New Delhi: India on Thursday raised retail prices of petrol and diesel by 4.6% and 3.3% respectively, the first hikes in 20 months, in a bid to ease losses at state-run oil retailers squeezed by a surge in crude oil prices.
The price increases, announced by Oil Minister Murli Deora, equate to rises of Rs2 ($0.05) per litre of petrol and Re1 for diesel, small adjustments which analysts said were unlikely to add any significant pressure on inflation.
But the decision, which follows months of debate, could trigger protests from communist allies who provide the ruling coalition with a parliamentary majority.
“It was long overdue and should come as a partial relief to the state-run oil companies. There will only be a marginal impact on inflation,” T.K. Bhaumik, chief economist at Reliance Industries Ltd.
“It has been a question of trade-off between politics and economics. (It) was due for a long time. This raise had to take place but I don’t think it is substantial.”
An oil ministry official said the price rises would bring oil firms additional revenues of Rs8.4 billion in the remainder of the financial year ending in March.
World crude oil prices that hit a record above $100 last month have retreated to around $93 a barrel but are still sharply higher than a year ago, forcing many Asian nations to increase their heavily subsidised domestic pump prices.
New Delhi held out longer than most. Beijing caved in to pressure and raised prices by 10% last November.
India’s increases, which will be effective from midnight, will help cut losses at state-run retailers like Indian Oil Corp, Hindustan Petroleum Corp Ltd and Bharat Petroleum Corp, which have been losing millions of dollars daily due to the jump in crude prices.
India forces state retailers to sell widely consumed fuels cheaply to protect poor consumers and help curb inflation and did not increase prices in 2007, even though the cost of crude rose by more than 50% in the year.

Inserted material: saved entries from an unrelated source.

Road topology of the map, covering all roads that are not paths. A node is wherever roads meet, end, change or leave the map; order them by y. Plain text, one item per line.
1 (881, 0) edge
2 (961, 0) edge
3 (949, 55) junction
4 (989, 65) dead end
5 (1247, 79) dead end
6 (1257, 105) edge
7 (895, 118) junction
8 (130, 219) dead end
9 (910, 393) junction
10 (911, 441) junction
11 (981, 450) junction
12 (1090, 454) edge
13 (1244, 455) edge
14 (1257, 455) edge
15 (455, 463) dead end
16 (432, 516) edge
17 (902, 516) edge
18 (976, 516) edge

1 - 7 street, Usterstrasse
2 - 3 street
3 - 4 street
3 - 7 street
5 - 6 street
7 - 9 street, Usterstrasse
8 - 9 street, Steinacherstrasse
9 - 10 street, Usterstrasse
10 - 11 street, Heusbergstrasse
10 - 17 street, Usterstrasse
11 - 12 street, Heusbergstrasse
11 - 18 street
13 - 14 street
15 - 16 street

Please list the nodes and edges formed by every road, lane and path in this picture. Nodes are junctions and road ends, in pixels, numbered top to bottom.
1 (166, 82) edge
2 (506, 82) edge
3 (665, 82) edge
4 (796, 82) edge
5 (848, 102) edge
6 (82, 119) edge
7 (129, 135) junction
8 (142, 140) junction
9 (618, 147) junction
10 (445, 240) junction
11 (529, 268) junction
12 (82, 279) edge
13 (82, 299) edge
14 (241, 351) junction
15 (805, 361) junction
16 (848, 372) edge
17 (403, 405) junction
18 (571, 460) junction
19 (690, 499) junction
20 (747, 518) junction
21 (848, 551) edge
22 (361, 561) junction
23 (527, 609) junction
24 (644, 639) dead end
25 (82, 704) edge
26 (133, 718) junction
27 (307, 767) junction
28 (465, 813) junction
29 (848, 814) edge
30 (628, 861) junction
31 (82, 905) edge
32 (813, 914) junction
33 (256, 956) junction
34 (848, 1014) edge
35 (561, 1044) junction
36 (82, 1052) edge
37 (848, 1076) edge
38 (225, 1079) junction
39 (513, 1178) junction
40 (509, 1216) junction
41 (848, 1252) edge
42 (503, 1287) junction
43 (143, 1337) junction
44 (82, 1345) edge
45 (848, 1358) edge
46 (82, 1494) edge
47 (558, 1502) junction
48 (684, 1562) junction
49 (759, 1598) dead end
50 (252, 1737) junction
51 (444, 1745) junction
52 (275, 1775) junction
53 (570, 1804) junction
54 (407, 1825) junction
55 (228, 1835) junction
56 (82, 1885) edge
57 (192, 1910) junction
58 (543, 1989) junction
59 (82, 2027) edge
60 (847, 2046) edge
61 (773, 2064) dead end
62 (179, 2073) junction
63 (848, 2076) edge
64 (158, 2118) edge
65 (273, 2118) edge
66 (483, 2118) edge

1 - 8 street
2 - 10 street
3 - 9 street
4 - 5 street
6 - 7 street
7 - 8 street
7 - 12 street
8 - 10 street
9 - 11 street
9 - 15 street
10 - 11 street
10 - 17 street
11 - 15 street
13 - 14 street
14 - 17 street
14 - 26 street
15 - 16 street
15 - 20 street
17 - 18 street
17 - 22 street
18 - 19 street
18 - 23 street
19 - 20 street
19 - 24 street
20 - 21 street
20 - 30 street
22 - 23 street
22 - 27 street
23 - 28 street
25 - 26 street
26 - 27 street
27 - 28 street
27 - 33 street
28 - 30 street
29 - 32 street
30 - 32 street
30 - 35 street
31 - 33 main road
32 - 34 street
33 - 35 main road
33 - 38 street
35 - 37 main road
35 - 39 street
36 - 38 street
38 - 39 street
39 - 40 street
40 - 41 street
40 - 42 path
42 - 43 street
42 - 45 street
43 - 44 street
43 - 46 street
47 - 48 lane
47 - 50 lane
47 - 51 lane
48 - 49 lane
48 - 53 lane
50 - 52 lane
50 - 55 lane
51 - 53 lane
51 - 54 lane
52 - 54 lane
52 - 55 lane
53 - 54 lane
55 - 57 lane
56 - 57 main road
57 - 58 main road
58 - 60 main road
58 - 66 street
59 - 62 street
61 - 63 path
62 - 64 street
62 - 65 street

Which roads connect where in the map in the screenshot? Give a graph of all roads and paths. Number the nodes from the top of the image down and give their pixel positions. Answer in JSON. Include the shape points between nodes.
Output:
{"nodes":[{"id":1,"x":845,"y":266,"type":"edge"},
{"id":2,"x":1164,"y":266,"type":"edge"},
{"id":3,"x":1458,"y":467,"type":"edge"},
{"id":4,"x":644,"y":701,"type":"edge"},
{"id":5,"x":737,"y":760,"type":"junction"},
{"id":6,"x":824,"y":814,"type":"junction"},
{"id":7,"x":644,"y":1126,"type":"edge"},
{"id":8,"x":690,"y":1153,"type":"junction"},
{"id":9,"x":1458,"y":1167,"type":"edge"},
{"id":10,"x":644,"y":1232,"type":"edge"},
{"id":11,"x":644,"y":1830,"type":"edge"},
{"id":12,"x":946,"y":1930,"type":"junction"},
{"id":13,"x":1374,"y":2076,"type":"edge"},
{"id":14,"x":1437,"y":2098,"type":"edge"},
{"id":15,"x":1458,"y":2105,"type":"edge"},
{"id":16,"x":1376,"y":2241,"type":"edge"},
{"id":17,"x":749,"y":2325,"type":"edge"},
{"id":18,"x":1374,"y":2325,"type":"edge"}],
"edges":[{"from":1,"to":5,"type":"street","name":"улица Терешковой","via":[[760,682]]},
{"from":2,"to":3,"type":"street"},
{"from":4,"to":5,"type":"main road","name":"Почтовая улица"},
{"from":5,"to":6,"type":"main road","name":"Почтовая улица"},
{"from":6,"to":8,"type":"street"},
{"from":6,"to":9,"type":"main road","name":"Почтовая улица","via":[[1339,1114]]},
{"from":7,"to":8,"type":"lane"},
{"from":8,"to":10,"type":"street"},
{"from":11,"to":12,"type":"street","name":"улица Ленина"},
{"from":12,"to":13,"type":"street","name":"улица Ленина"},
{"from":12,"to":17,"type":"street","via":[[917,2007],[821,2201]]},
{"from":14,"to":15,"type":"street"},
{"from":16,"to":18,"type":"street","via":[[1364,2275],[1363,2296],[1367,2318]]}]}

The government also said on Thursday it would now issue bonds to oil retailers to cover 56% to 57% of their revenue losses on fuel sales, up from 42.5% earlier.
Upstream companies bear another 33% of the burden while the rest is borne by retailers.
The Indian crude basket has risen about 175% since April 2004, but retail prices of petrol went up by just 29% and those of diesel by 40% in the same period.
India’s last increase came in June 2006, when retail petrol prices went up by 9.2% and diesel by 6.6% and ministers have met regularly in recent weeks.
Elections in nearly a dozen states this year and national parliamentary polls due next year make the increases politically risky for the Congress-party led government.